São necessários apenas alguns fragmentos da planta Hydrilla ou de alguns de seus tubérculos – estruturas criadas pelas plantas para armazenar nutrientes que também podem ser usados na reprodução assexuada – para serem introduzidos em um lago antes de assumir o controle e se tornar quase impossível de remover, Wilde disse.

No entanto, os cientistas logo perceberam que nem todos os lagos onde Hydrilla cresce estavam ligados à VM, então outra coisa deve ter causado a doença.

Em 2015, um novo estudo de Wilde e colegas identificou uma espécie de cianobactéria (Aetokthonos hydrillicola) que foi encontrada em Hydrilla em lagos onde a VM estava ocorrendo em animais.

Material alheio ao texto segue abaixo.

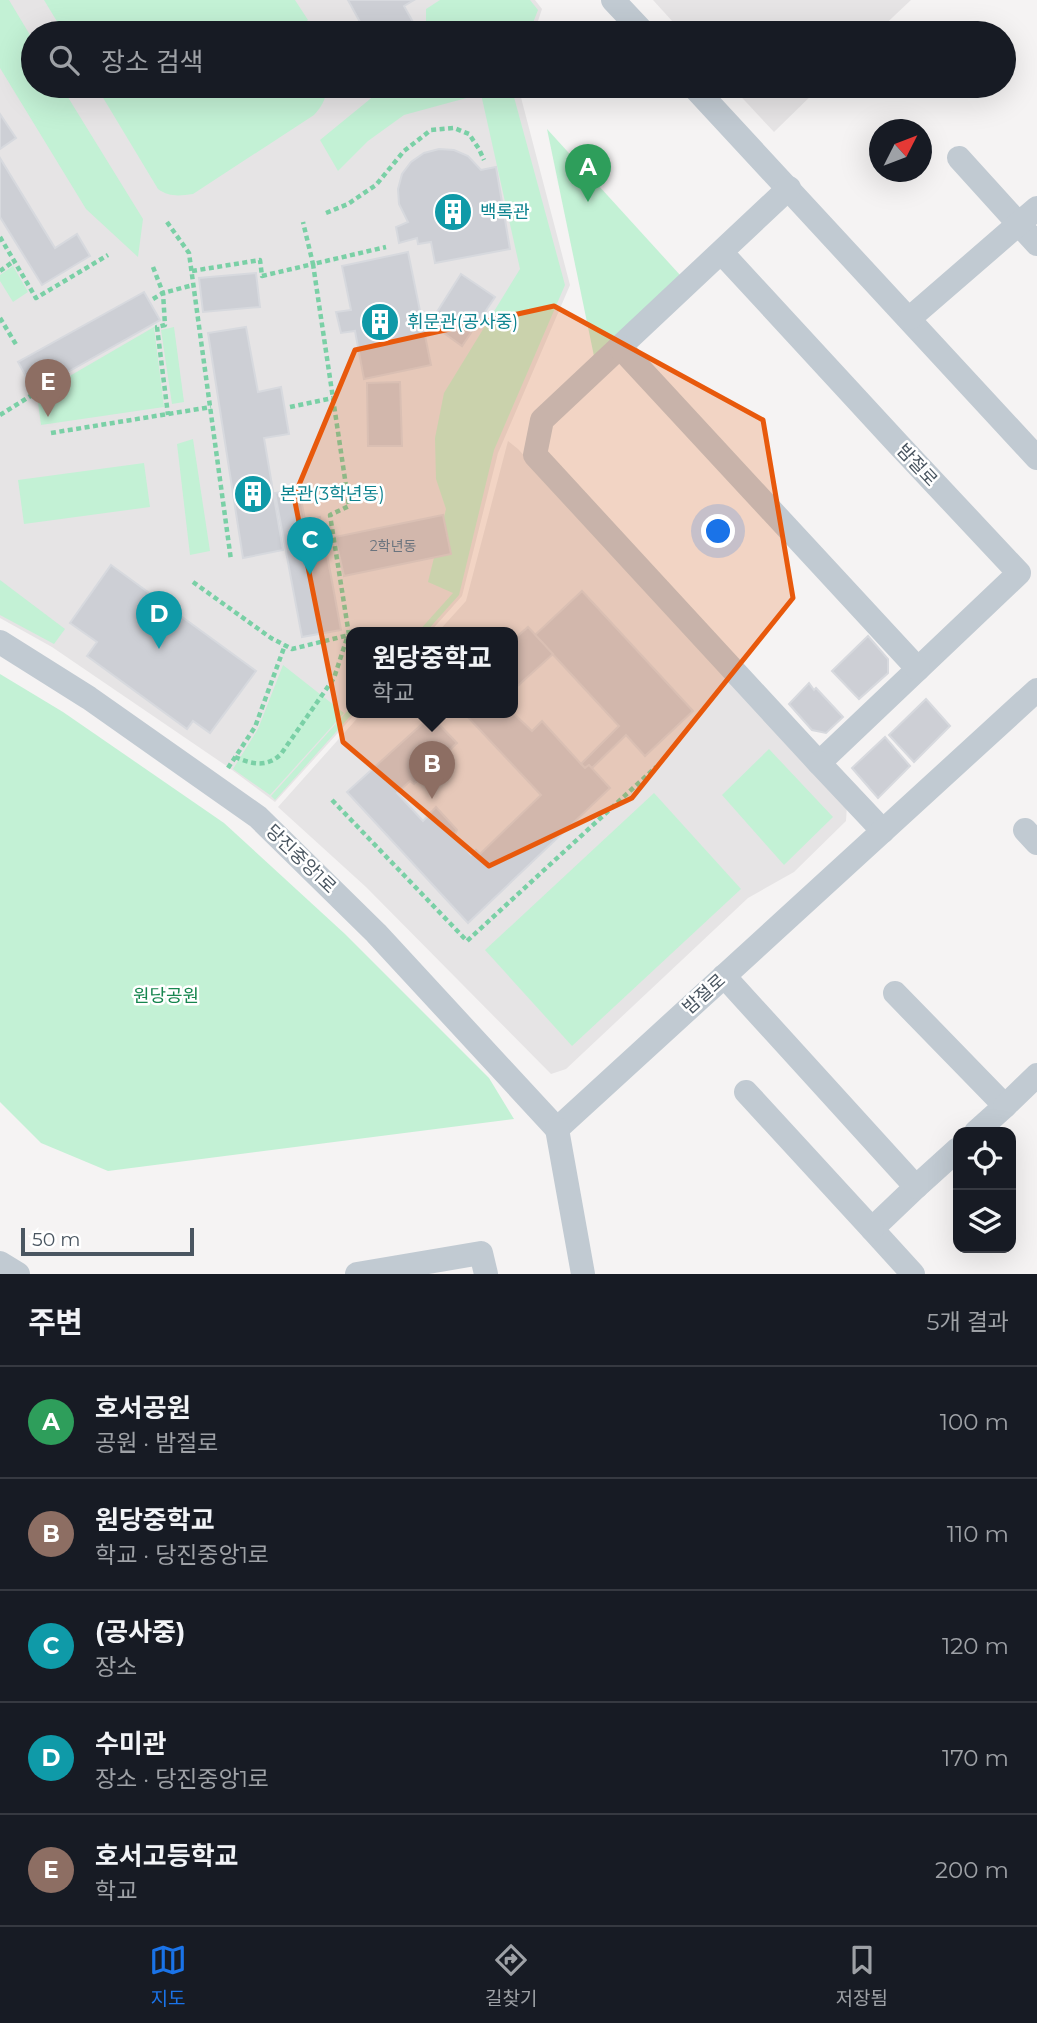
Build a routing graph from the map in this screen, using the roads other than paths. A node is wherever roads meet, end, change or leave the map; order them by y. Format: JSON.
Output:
{"nodes":[{"id":1,"x":614,"y":0,"type":"edge"},
{"id":2,"x":634,"y":21,"type":"edge"},
{"id":3,"x":704,"y":98,"type":"edge"},
{"id":4,"x":958,"y":158,"type":"dead end"},
{"id":5,"x":789,"y":188,"type":"junction"},
{"id":6,"x":1028,"y":216,"type":"edge"},
{"id":7,"x":1037,"y":244,"type":"edge"},
{"id":8,"x":721,"y":252,"type":"junction"},
{"id":9,"x":910,"y":318,"type":"junction"},
{"id":10,"x":620,"y":347,"type":"junction"},
{"id":11,"x":1037,"y":457,"type":"edge"},
{"id":12,"x":0,"y":642,"type":"edge"},
{"id":13,"x":918,"y":669,"type":"junction"},
{"id":14,"x":1037,"y":690,"type":"edge"},
{"id":15,"x":819,"y":763,"type":"junction"},
{"id":16,"x":883,"y":831,"type":"junction"},
{"id":17,"x":724,"y":976,"type":"junction"},
{"id":18,"x":895,"y":993,"type":"dead end"},
{"id":19,"x":1037,"y":1075,"type":"edge"},
{"id":20,"x":747,"y":1092,"type":"dead end"},
{"id":21,"x":1005,"y":1106,"type":"junction"},
{"id":22,"x":982,"y":1127,"type":"edge"},
{"id":23,"x":557,"y":1129,"type":"junction"},
{"id":24,"x":953,"y":1154,"type":"edge"},
{"id":25,"x":916,"y":1187,"type":"junction"},
{"id":26,"x":872,"y":1229,"type":"junction"},
{"id":27,"x":0,"y":1263,"type":"edge"},
{"id":28,"x":18,"y":1274,"type":"edge"},
{"id":29,"x":357,"y":1274,"type":"edge"},
{"id":30,"x":486,"y":1274,"type":"edge"},
{"id":31,"x":583,"y":1274,"type":"edge"},
{"id":32,"x":914,"y":1274,"type":"edge"}],
"edges":[{"from":1,"to":2,"type":"street"},
{"from":3,"to":5,"type":"street"},
{"from":4,"to":6,"type":"street"},
{"from":5,"to":8,"type":"street"},
{"from":5,"to":9,"type":"street"},
{"from":6,"to":7,"type":"street"},
{"from":6,"to":9,"type":"street"},
{"from":8,"to":10,"type":"street"},
{"from":8,"to":13,"type":"street","name":"밤절로"},
{"from":9,"to":11,"type":"street"},
{"from":10,"to":13,"type":"street"},
{"from":10,"to":15,"type":"street"},
{"from":12,"to":23,"type":"street","name":"당진중앙1로"},
{"from":13,"to":15,"type":"street","name":"밤절로"},
{"from":14,"to":16,"type":"street","name":"밤절로"},
{"from":15,"to":16,"type":"street"},
{"from":16,"to":17,"type":"street","name":"밤절로"},
{"from":17,"to":23,"type":"street","name":"밤절로"},
{"from":17,"to":25,"type":"street"},
{"from":18,"to":21,"type":"street"},
{"from":19,"to":21,"type":"street"},
{"from":20,"to":26,"type":"street"},
{"from":21,"to":22,"type":"street"},
{"from":23,"to":31,"type":"street"},
{"from":24,"to":25,"type":"street"},
{"from":25,"to":26,"type":"street"},
{"from":26,"to":32,"type":"street"},
{"from":27,"to":28,"type":"street"},
{"from":29,"to":30,"type":"street"}]}
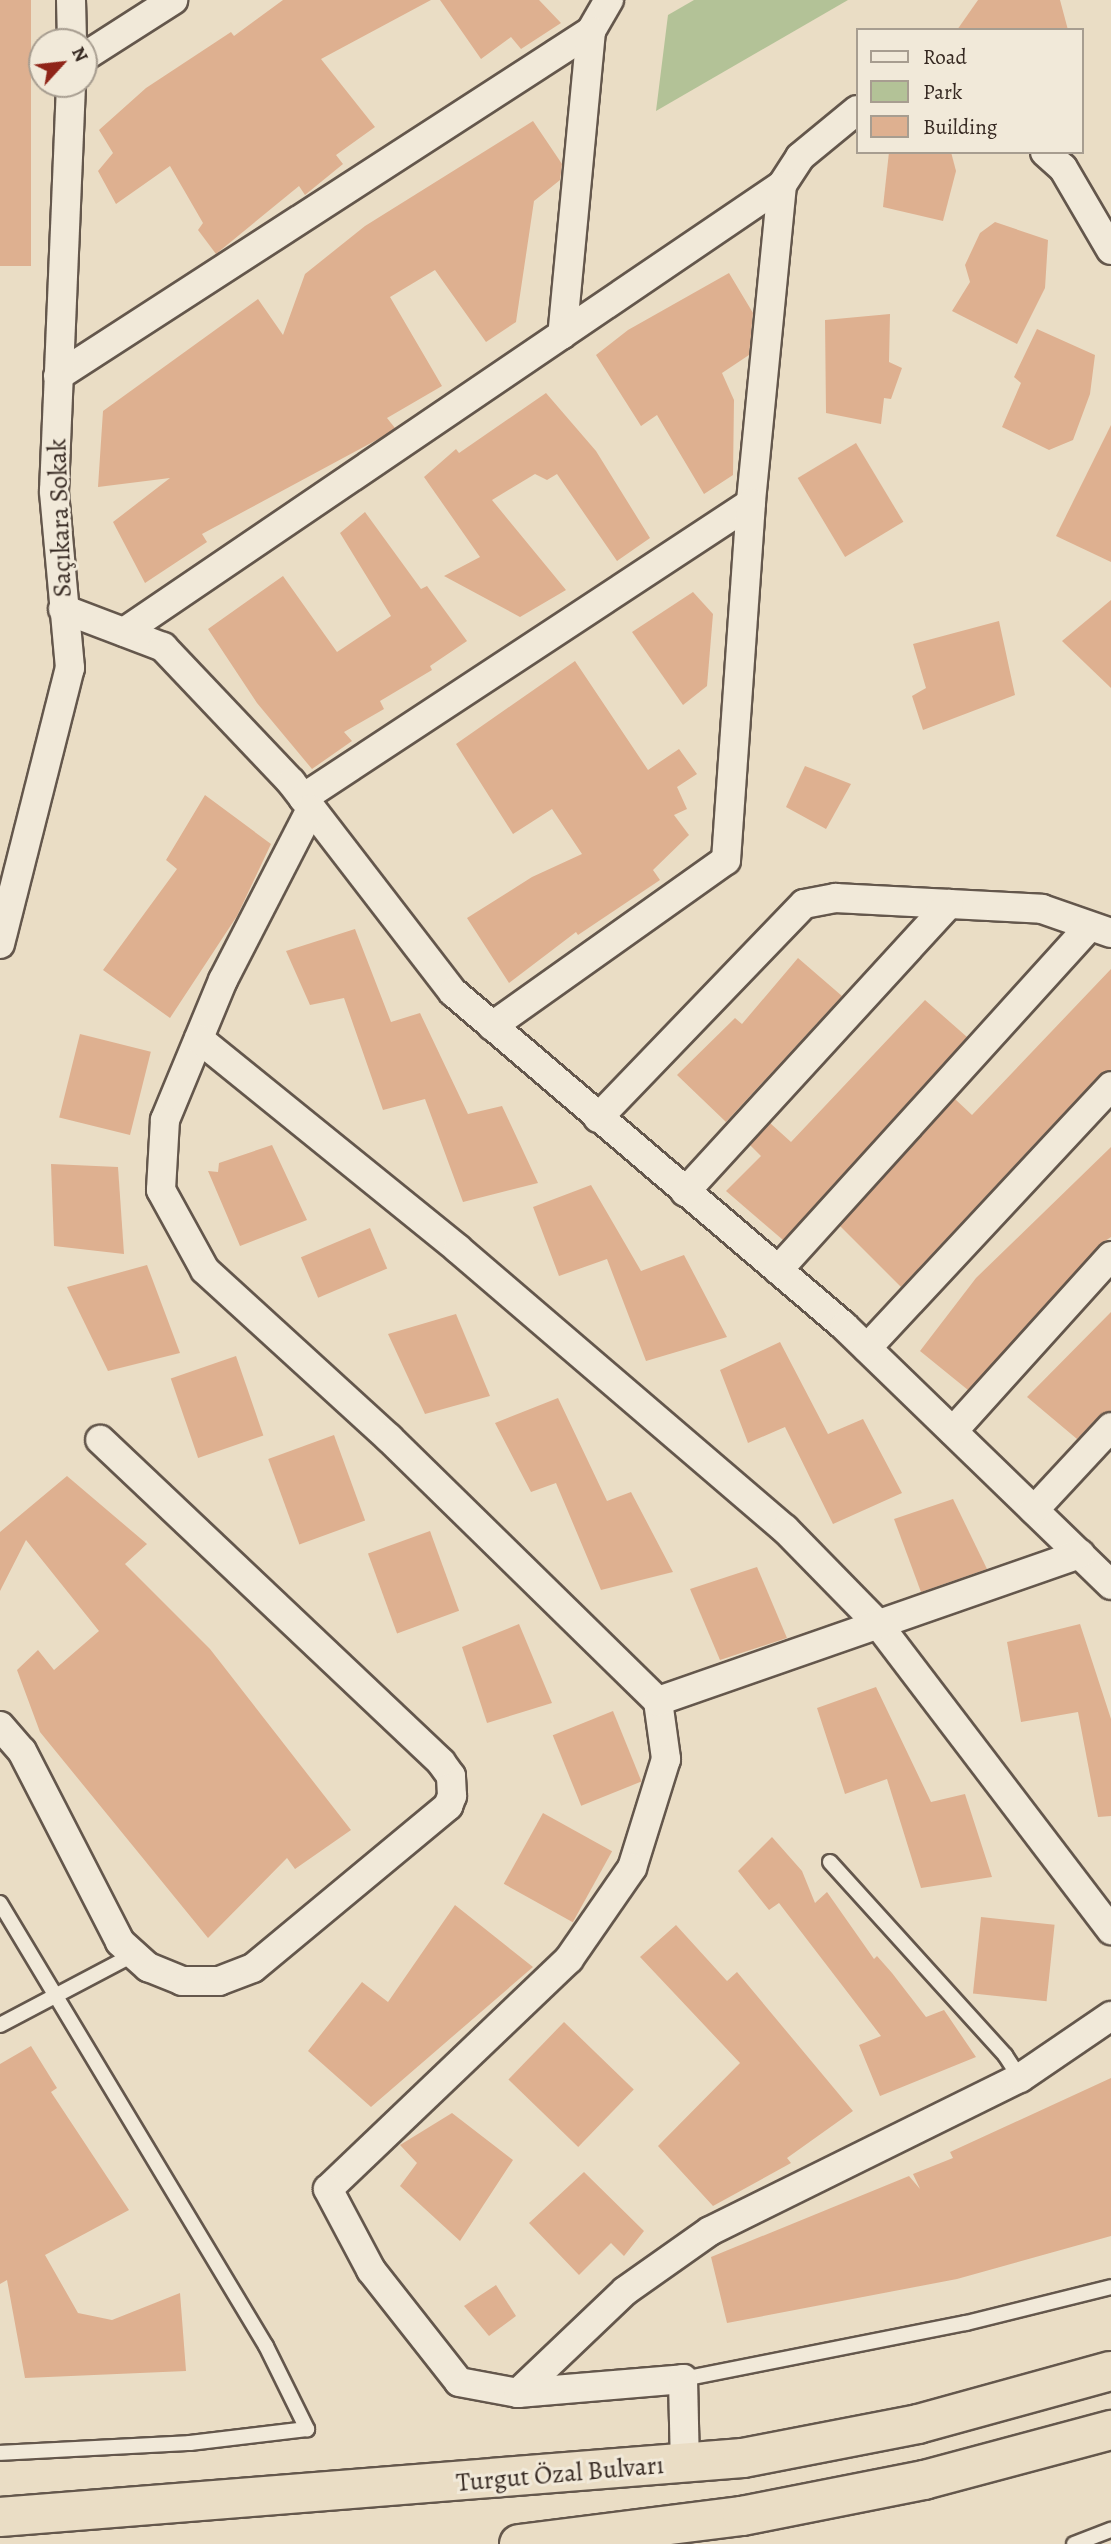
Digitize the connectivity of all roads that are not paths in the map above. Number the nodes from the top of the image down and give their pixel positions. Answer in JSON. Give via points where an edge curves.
{"nodes":[{"id":1,"x":71,"y":0,"type":"edge"},
{"id":2,"x":173,"y":0,"type":"edge"},
{"id":3,"x":609,"y":0,"type":"edge"},
{"id":4,"x":72,"y":28,"type":"edge"},
{"id":5,"x":591,"y":31,"type":"junction"},
{"id":6,"x":98,"y":48,"type":"edge"},
{"id":7,"x":70,"y":98,"type":"edge"},
{"id":8,"x":856,"y":111,"type":"edge"},
{"id":9,"x":1047,"y":154,"type":"edge"},
{"id":10,"x":782,"y":185,"type":"junction"},
{"id":11,"x":1111,"y":250,"type":"edge"},
{"id":12,"x":562,"y":335,"type":"junction"},
{"id":13,"x":58,"y":376,"type":"junction"},
{"id":14,"x":751,"y":503,"type":"junction"},
{"id":15,"x":63,"y":609,"type":"junction"},
{"id":16,"x":124,"y":632,"type":"junction"},
{"id":17,"x":307,"y":803,"type":"junction"},
{"id":18,"x":949,"y":904,"type":"junction"},
{"id":19,"x":1100,"y":929,"type":"edge"},
{"id":20,"x":0,"y":944,"type":"edge"},
{"id":21,"x":492,"y":1026,"type":"junction"},
{"id":22,"x":199,"y":1039,"type":"junction"},
{"id":23,"x":1111,"y":1086,"type":"edge"},
{"id":24,"x":598,"y":1118,"type":"junction"},
{"id":25,"x":685,"y":1192,"type":"junction"},
{"id":26,"x":1111,"y":1256,"type":"edge"},
{"id":27,"x":778,"y":1270,"type":"junction"},
{"id":28,"x":867,"y":1348,"type":"junction"},
{"id":29,"x":1111,"y":1427,"type":"edge"},
{"id":30,"x":953,"y":1431,"type":"junction"},
{"id":31,"x":100,"y":1440,"type":"dead end"},
{"id":32,"x":1034,"y":1510,"type":"junction"},
{"id":33,"x":1080,"y":1554,"type":"junction"},
{"id":34,"x":1111,"y":1585,"type":"edge"},
{"id":35,"x":878,"y":1624,"type":"junction"},
{"id":36,"x":658,"y":1701,"type":"junction"},
{"id":37,"x":0,"y":1726,"type":"edge"},
{"id":38,"x":830,"y":1861,"type":"dead end"},
{"id":39,"x":0,"y":1903,"type":"edge"},
{"id":40,"x":1111,"y":1930,"type":"edge"},
{"id":41,"x":133,"y":1955,"type":"junction"},
{"id":42,"x":55,"y":1994,"type":"junction"},
{"id":43,"x":1111,"y":2016,"type":"edge"},
{"id":44,"x":0,"y":2025,"type":"edge"},
{"id":45,"x":1020,"y":2078,"type":"junction"},
{"id":46,"x":1111,"y":2287,"type":"edge"},
{"id":47,"x":1111,"y":2371,"type":"edge"},
{"id":48,"x":683,"y":2379,"type":"junction"},
{"id":49,"x":518,"y":2393,"type":"junction"},
{"id":50,"x":1111,"y":2430,"type":"edge"},
{"id":51,"x":0,"y":2453,"type":"edge"},
{"id":52,"x":685,"y":2464,"type":"junction"},
{"id":53,"x":0,"y":2517,"type":"edge"},
{"id":54,"x":1111,"y":2530,"type":"edge"},
{"id":55,"x":686,"y":2534,"type":"edge"},
{"id":56,"x":519,"y":2544,"type":"edge"},
{"id":57,"x":1074,"y":2544,"type":"edge"}],
"edges":[{"from":1,"to":4,"type":"street"},
{"from":2,"to":6,"type":"street"},
{"from":3,"to":5,"type":"street"},
{"from":5,"to":12,"type":"street"},
{"from":5,"to":13,"type":"street"},
{"from":7,"to":13,"type":"street","name":"Saçıkara Sokak"},
{"from":8,"to":10,"type":"street","via":[[800,157]]},
{"from":9,"to":11,"type":"street","via":[[1063,168]]},
{"from":10,"to":12,"type":"street"},
{"from":10,"to":14,"type":"street"},
{"from":12,"to":16,"type":"street"},
{"from":13,"to":15,"type":"street","name":"Saçıkara Sokak","via":[[54,491]]},
{"from":14,"to":17,"type":"street"},
{"from":14,"to":21,"type":"street","via":[[726,860]]},
{"from":15,"to":16,"type":"street"},
{"from":15,"to":20,"type":"street","name":"Saçıkara Sokak","via":[[70,668]]},
{"from":16,"to":17,"type":"street","via":[[163,647]]},
{"from":17,"to":21,"type":"street","via":[[453,992]]},
{"from":17,"to":22,"type":"street"},
{"from":18,"to":19,"type":"street","via":[[1042,909]]},
{"from":18,"to":24,"type":"street","via":[[835,898],[804,904]]},
{"from":18,"to":25,"type":"street"},
{"from":19,"to":27,"type":"street"},
{"from":21,"to":24,"type":"street"},
{"from":22,"to":35,"type":"street","via":[[458,1248],[785,1528]]},
{"from":22,"to":36,"type":"street","via":[[165,1120],[161,1190],[205,1270],[389,1438]]},
{"from":23,"to":28,"type":"street"},
{"from":24,"to":25,"type":"street"},
{"from":25,"to":27,"type":"street"},
{"from":26,"to":30,"type":"street"},
{"from":27,"to":28,"type":"street"},
{"from":28,"to":30,"type":"street"},
{"from":29,"to":32,"type":"street"},
{"from":30,"to":32,"type":"street"},
{"from":31,"to":41,"type":"street","via":[[441,1762],[453,1786],[447,1806],[253,1968],[219,1981],[182,1981],[164,1976]]},
{"from":32,"to":33,"type":"street"},
{"from":33,"to":34,"type":"street"},
{"from":33,"to":35,"type":"street"},
{"from":35,"to":36,"type":"street"},
{"from":35,"to":40,"type":"street"},
{"from":36,"to":49,"type":"street","via":[[666,1759],[632,1868],[569,1959],[328,2189],[371,2270],[459,2382]]},
{"from":37,"to":41,"type":"street","via":[[22,1751],[110,1925]]},
{"from":38,"to":45,"type":"lane","via":[[1005,2055]]},
{"from":39,"to":42,"type":"lane"},
{"from":41,"to":42,"type":"lane"},
{"from":42,"to":44,"type":"lane"},
{"from":42,"to":51,"type":"lane","via":[[267,2346],[307,2429],[190,2443]]},
{"from":43,"to":45,"type":"street"},
{"from":45,"to":49,"type":"street","via":[[710,2231],[625,2291]]},
{"from":46,"to":48,"type":"lane","via":[[966,2323]]},
{"from":47,"to":52,"type":"highway","name":"Turgut Özal Bulvarı","via":[[918,2424],[743,2458]]},
{"from":48,"to":49,"type":"street"},
{"from":48,"to":52,"type":"street"},
{"from":50,"to":55,"type":"highway","via":[[925,2480]]},
{"from":52,"to":53,"type":"highway","name":"Turgut Özal Bulvarı"},
{"from":54,"to":57,"type":"lane"},
{"from":55,"to":56,"type":"highway"}]}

Mas a causa exata da doença ainda permanecia um mistério porque a equipe não conseguia explicar como a bactéria estava causando a VM.

Colônias de bactérias da cianobactéria A. hydrillicola crescendo em uma folha da planta aquática invasora H. verticillata. (Crédito da imagem: Susan Wilde)

Resolvendo o mistério

No novo estudo, Wilde enviou amostras das cianobactérias para Breinlinger e outros pesquisadores na Alemanha, que tentaram cultivar culturas da bactéria e ver quais toxinas elas produziam.

Para sua surpresa, a equipe alemã descobriu que as cianobactérias cultivadas em culturas regulares não produziam nenhuma toxina e pareciam refutar a teoria de Wilde de que eram responsáveis pela VM. No entanto, quando cultivadas em culturas que incluíam brometo, as plantas produziram uma toxina que os pesquisadores agora acreditam ser a causa da VM. A toxina é chamada de etoctonotoxina, que se traduz como “veneno que mata a águia”.

Ainda não se sabe exatamente por que as cianobactérias produzem a toxina e por que o fazem apenas na presença de brometo.

O brometo ocorre naturalmente em lagos em pequenas doses, mas também é introduzido por humanos na forma de herbicidas (ironicamente usados para controlar a propagação de Hydrilla), bem como o escoamento químico de retardadores de chama e poluição de carvão centrais elétricas, disse Breinlinger.

“Foi apenas essa descoberta que nos fez saber que o VM também está se espalhando devido à influência antropogênica”, disse Breinlinger.

Próximos passos

É altamente improvável que a VM seja erradicada dos lagos dos EUA, mas agora que os cientistas entendem melhor a toxina responsável por ela, eles podem descobrir maneiras de controlar a propagação e gerenciar a doença, disse Wilde.

“Se controlarmos o brometo nos reservatórios, Hydrilla não se acumulará nele e, em última análise, a Aetokthonos [a cianobactéria] perderá sua arma”, disse Breinlinger. “Sem o brometo, ele simplesmente não pode produzir a toxina em primeiro lugar.”

No entanto, é igualmente importante que os pesquisadores sejam capazes de localizar todos os lugares onde a VM é predominante, e Wilde acredita que os cientistas cidadãos podem desempenhar um papel crucial.

“Cidadãos que reconhecem a aparência de Hydrilla e quando um pássaro está agindo de forma realmente estranha podem ser enormes”, disse Wilde. “Só precisamos ficar de olho nisso e mantê-lo sob controle.”

Os pesquisadores também planejam fazer mais pesquisas sobre como a nova toxina afeta pequenos mamíferos, como ratos, para ver o quão perigosa pode ser em humanos.

“Na verdade, existe parte da toxina nos tecidos que os caçadores de aves aquáticas consumiriam”, disse Wilde. “Parece ainda mais importante chegar ao ponto em que perguntamos se os humanos teriam ou não alguns efeitos sobre a saúde se consumirmos [a toxina]”.